Not even whales on their way to sex and dinner are immune to San Francisco's charms, as in recent days at least three have taken a detour from their annual migration down the coast to take a spin in the Bay.
According to the National Park Service, the California gray whale swims as many as 13,000 miles each year, "spending about one third of its life migrating from the cold, nutrient-rich waters of Alaska, to the warm, shallow lagoons of Baja California."
What's the reason for this journey? Food and reproduction, the same reasons I spent what felt like one third of my 20s migrating from my college-era apartment in the Western Addition to the Mission.
"They migrate south in the fall from their Arctic feeding grounds in the Bering, Beaufort, and Chukchi Seas west and north of Alaska down the Pacific coast as far as Baja California, Mexico, to spend the winter in their breeding and calving grounds in warm water lagoons and in the Southern California Bight," the NPS writes.
But like all long trips, a pit stop or two is apparently required. According to KCBS, a mom and her calf made a Valentine's Day visit to Alcatraz and Angel Island, prompting a US Coast Guard warning to all boaters to stay more than 100 yards from the pair.
Then yesterday, another whale was spotted off Pier 9 north of the Ferry Building CBS5 reports.

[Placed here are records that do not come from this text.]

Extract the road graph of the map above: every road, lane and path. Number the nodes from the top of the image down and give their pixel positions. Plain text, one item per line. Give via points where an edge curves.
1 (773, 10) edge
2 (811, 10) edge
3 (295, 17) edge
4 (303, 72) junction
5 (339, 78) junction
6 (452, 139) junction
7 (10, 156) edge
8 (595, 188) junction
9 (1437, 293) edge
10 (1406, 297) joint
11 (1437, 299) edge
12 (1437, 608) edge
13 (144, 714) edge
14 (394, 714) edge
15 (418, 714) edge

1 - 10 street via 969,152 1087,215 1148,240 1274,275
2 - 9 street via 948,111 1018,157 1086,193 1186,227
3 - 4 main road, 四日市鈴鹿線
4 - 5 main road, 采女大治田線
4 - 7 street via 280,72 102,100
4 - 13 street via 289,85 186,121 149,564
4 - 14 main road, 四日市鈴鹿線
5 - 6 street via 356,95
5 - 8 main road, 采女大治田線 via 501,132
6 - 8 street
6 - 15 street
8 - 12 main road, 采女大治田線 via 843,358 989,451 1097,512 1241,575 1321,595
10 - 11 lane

Ferry operators and other commercial vessels were warned via Coast Guard broadcast to watch out for the whale, which was later spotted just off Pier 23.
Though once hunted to near-extinction, the California Grey Whale population is now at around 20,000, all of whom make migrate down then back up the coast every year. However, according to the NPS, "As the population has recovered, not all gray whales migrate all the way to Alaska, and more are lingering along the Pacific Coast to feed during the summer at places like Point Reyes and the Farallon Islands."
According to the U.S. Coast Guard's San Francisco unit, citizen reports are the best way they can track and protect whales who have wandered into the Bay. Therefore, if you see one, please do give the Coast Guard a call at 415-399-3547, so they can send the word out to boaters and keep them from crashing into our big grey pals.